S&F : Comment expli­quez-vous qu’inversement, être heureux fait culpabiliser ?

V.C. : Si vous êtes heureux, vous ne culpa­bi­li­sez jamais ! C’est incom­pa­tible. Culpa­bi­li­ser signi­fie­rait que l’on réflé­chisse sur notre bonheur, qu’on l’évalue en le compa­rant aux autres. Cette vision quan­ti­ta­tive en fausse notre percep­tion ! Le bonheur, c’est vivre, point final. Vivre avec une totale impu­deur. Son plus grand ennemi, ce n’est pas le malheur mais la pudeur de vivre : ne pas oser vivre plei­ne­ment ses émotions ; ne pas oser aller au bout de ses désirs. La culpa­bi­lité est une tenta­tive de contrôle. Il n’y a pas à contrô­ler le bonheur, c’est lui qui vous contrôle !

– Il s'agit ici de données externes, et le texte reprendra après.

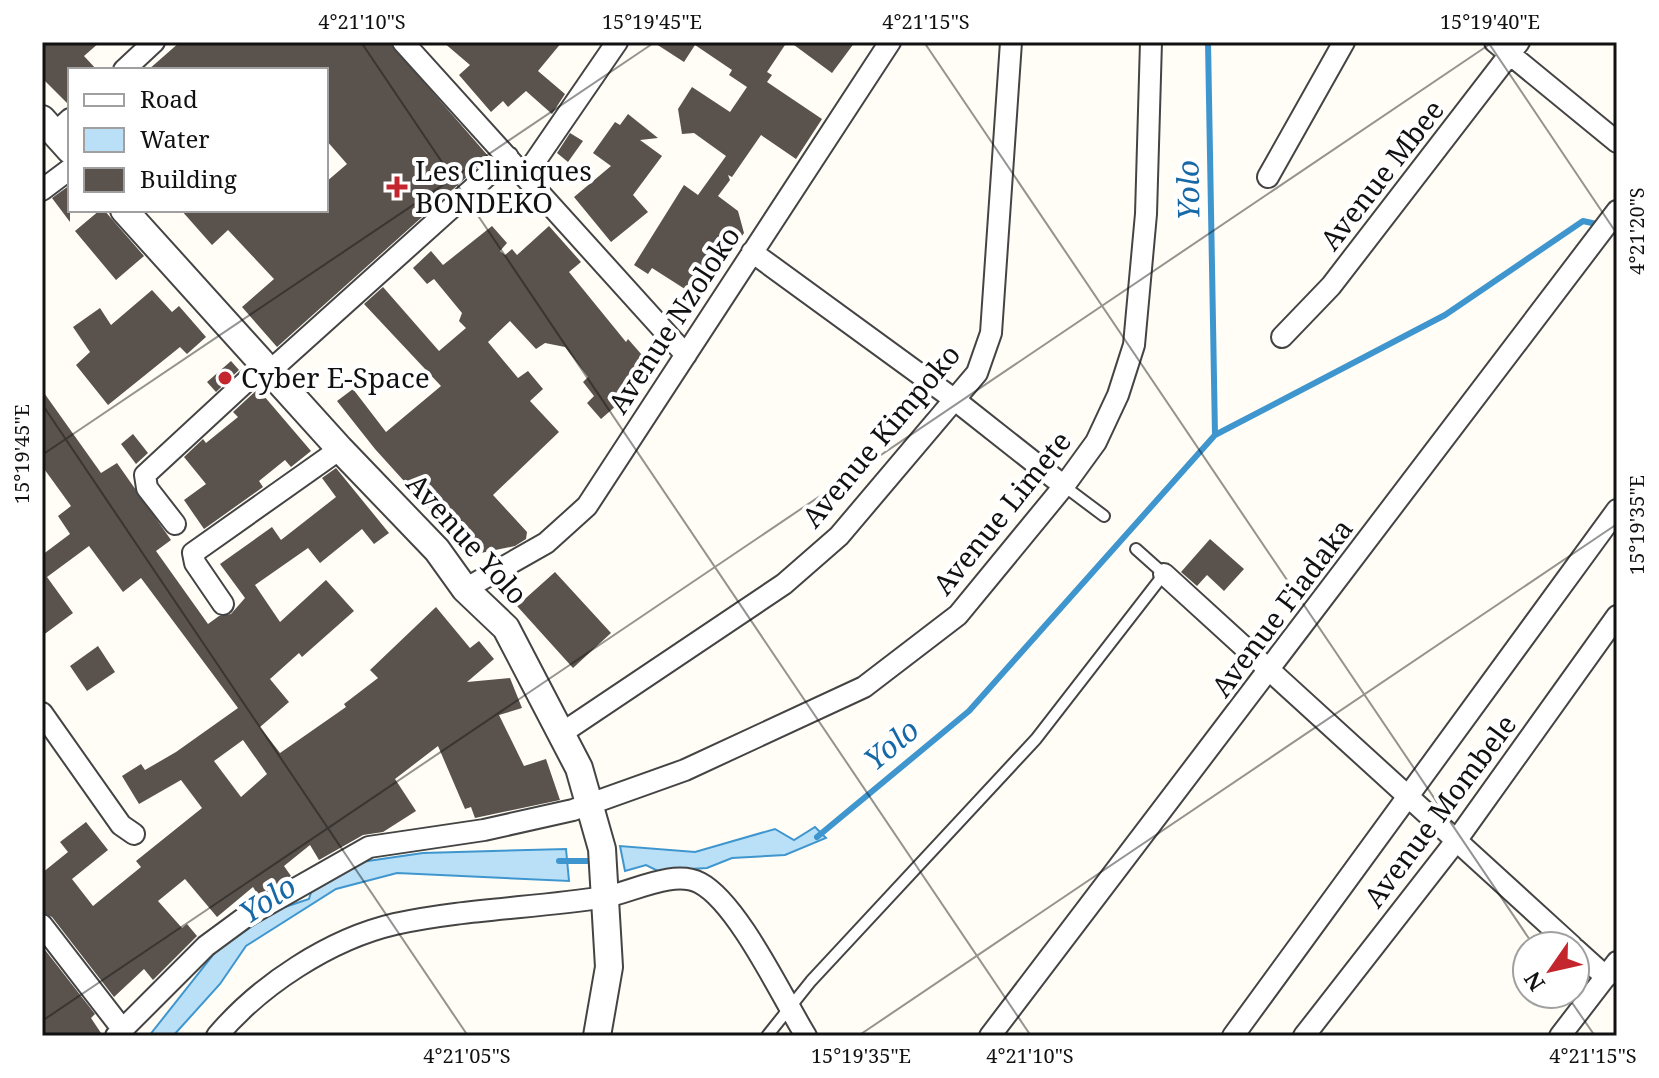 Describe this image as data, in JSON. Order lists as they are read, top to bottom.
{
  "streets": {
    "street": [
      "Avenue Mbee",
      "Avenue Nzoloko",
      "Avenue Kimpoko",
      "Avenue Limete",
      "Avenue Yolo",
      "Avenue Fiadaka",
      "Avenue Mombele"
    ]
  },
  "crossings": [
    ["Avenue Nzoloko", "Avenue Yolo"],
    ["Avenue Kimpoko", "Avenue Yolo"],
    ["Avenue Limete", "Avenue Yolo"]
  ],
  "water": ["Yolo"],
  "places": {
    "health": ["Les Cliniques BONDEKO"],
    "other": ["Cyber E-Space"]
  },
  "legend": ["Road", "Water", "Building"],
  "north": "bottom left",
  "coordinates": [
    "4°21'10\"S",
    "15°19'45\"E",
    "4°21'15\"S",
    "15°19'40\"E",
    "4°21'20\"S",
    "15°19'35\"E",
    "4°21'05\"S"
  ]
}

La ques­tion du contrôle du bonheur est inté­res­sante. Il est en effet perçu comme dange­reux, à juste titre, car il est poli­tique. Le bonheur est une puis­sance de disjonc­tion indi­vi­duelle en fonc­tion de son éthique et de ses valeurs. À ce titre, il est subver­sif. Car quelqu’un d’heureux accède au juge­ment critique, à l’insurrection possible. Il devient quelqu’un de poli­tique au sens fort du terme.

Le vrai bonheur est une force qui permet le juge­ment critique de chacun, et donc la déso­béis­sance. Les personnes qui déso­béissent ne sont pas des indi­vi­dus violents ou anar­chistes, ce sont des gens heureux.

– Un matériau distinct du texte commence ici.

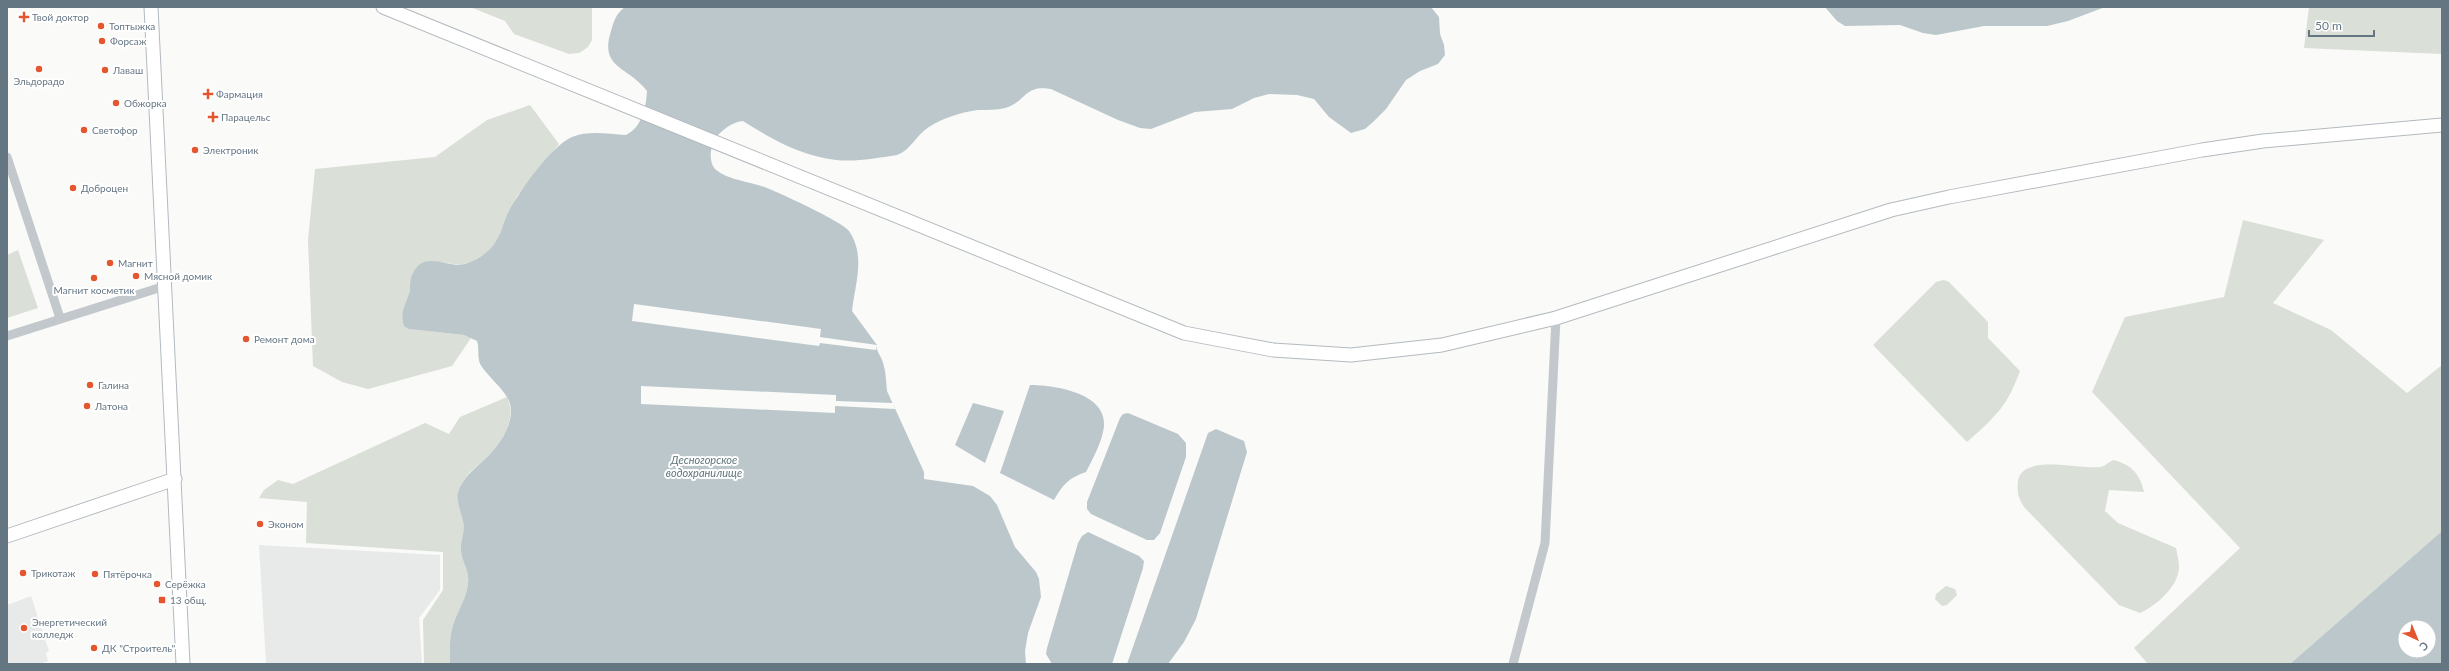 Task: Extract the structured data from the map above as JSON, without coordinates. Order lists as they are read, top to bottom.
{
  "water": ["Десногорское водохранилище"],
  "places": {
    "health": ["Твой доктор", "Фармация", "Парацельс"],
    "other": [
      "Топтыжка",
      "Форсаж",
      "Эльдорадо",
      "Лаваш",
      "Обжорка",
      "Светофор",
      "Электроник",
      "Доброцен",
      "Магнит",
      "Мясной домик",
      "Магнит косметик",
      "Ремонт дома",
      "Галина",
      "Латона",
      "Эконом",
      "Трикотаж",
      "Пятёрочка",
      "Серёжка",
      "Энергетический колледж",
      "ДК \"Строитель\""
    ],
    "transit": ["13 общ."]
  },
  "scale_bar": "50 m",
  "north": "bottom right"
}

S&F : Dans une précé­dente inter­view vous avez déclaré « Une démo­cra­tie de gens heureux, c’est la meilleure garan­tie contre tous les fanatismes »…

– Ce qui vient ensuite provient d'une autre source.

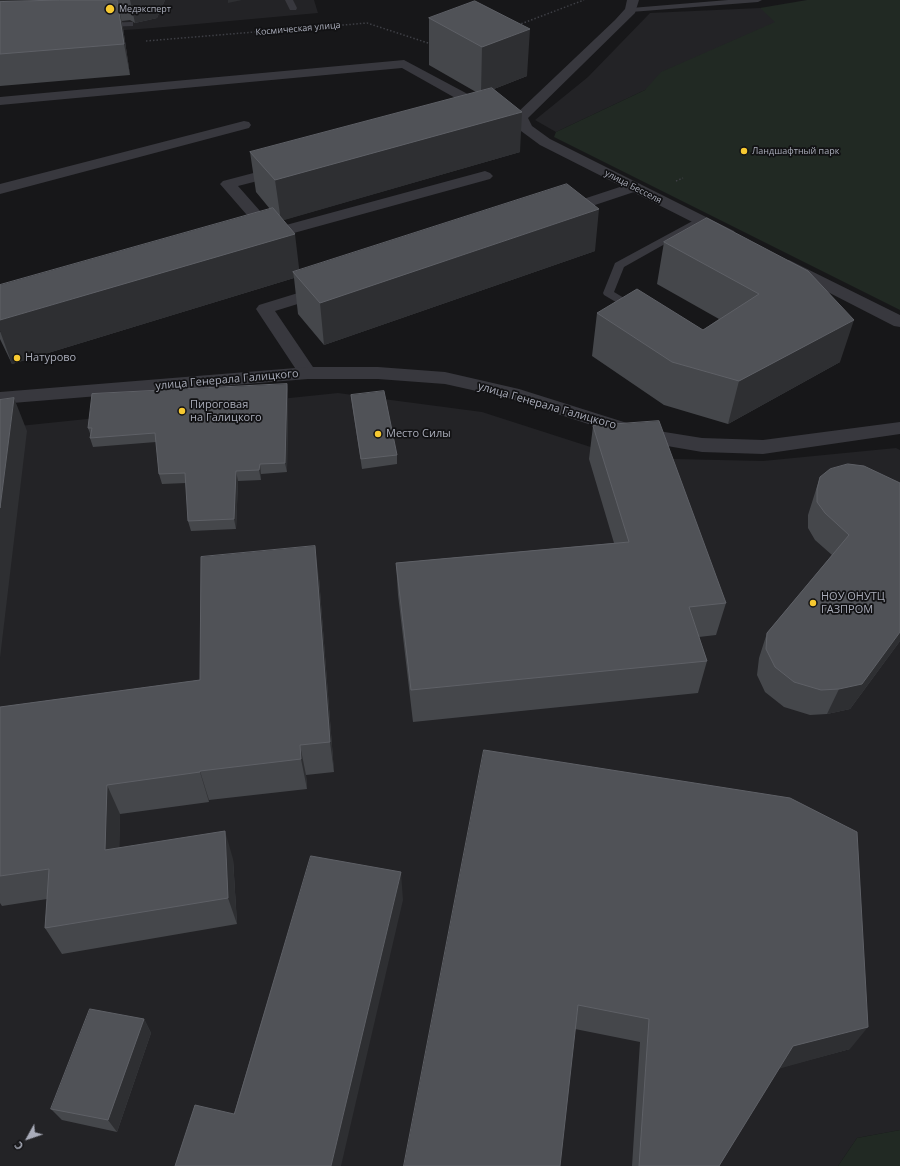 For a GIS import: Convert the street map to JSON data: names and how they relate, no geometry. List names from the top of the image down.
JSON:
{
  "streets": {
    "street": ["улица Бесселя", "улица Генерала Галицкого"],
    "path": ["Космическая улица"]
  },
  "places": [
    "Медэксперт",
    "Ландшафтный парк",
    "Натурово",
    "Пироговая на Галицкого",
    "Место Силы",
    "НОУ ОНУТЦ ГАЗПРОМ"
  ],
  "north": "bottom left"
} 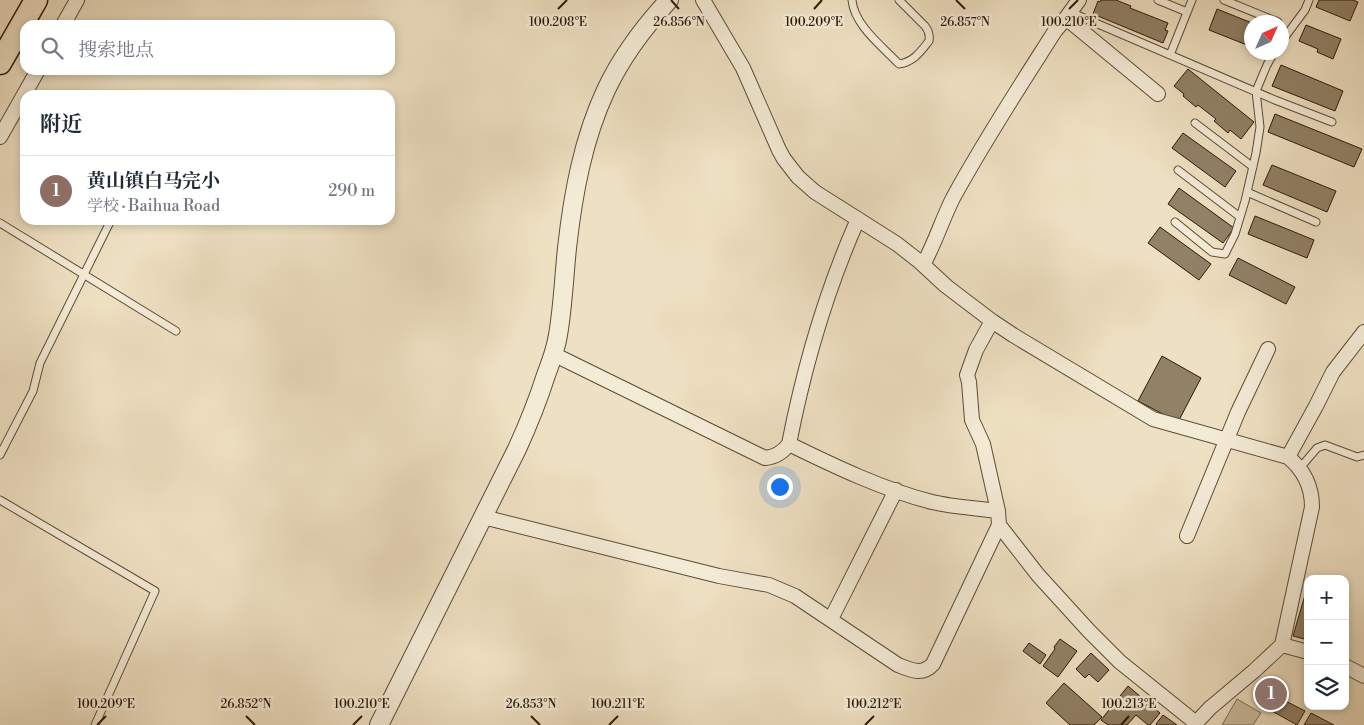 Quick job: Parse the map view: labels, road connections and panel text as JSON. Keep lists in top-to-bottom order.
{
  "north": "top right",
  "page": {
    "search": "搜索地点",
    "heading": "附近",
    "list": [
      {
        "mark": "1",
        "name": "黄山镇白马完小",
        "note": "学校 · Baihua Road",
        "value": "290 m"
      }
    ],
    "map_buttons": ["+", "−"],
    "pins": "1"
  },
  "coordinates": [
    "100.208°E",
    "26.856°N",
    "100.209°E",
    "26.857°N",
    "100.210°E",
    "26.852°N",
    "100.213°E",
    "26.853°N",
    "100.211°E",
    "100.212°E"
  ]
}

V.C. : Bien sûr ! Le vrai bonheur est une force qui permet le juge­ment critique de chacun, et donc la déso­béis­sance. Les personnes qui déso­béissent ne sont pas des indi­vi­dus violents ou anar­chistes, ce sont des gens heureux. Les moutons ne sont pas heureux : ils ne font que suivre. Dans un groupe, des indi­vi­dus capables de tenir tête à ceux qui ont plus de galons à l’épaulette sont des gens qui ont confiance en eux et en la vie, et qui sont heureux.

S&F : Que voulez-vous dire par « le bonheur est en nous et pas devant nous » ?

V.C. : Le bonheur est le point de départ. Il faut retrou­ver cette perméa­bi­lité aux émotions, cette inno­cence que l’on avait quand on était enfant.  Appré­hen­der la vie sans cher­cher à la contrô­ler. Le bonheur, c’est la liberté pure qui s’exprime, c’est une humeur de champagne.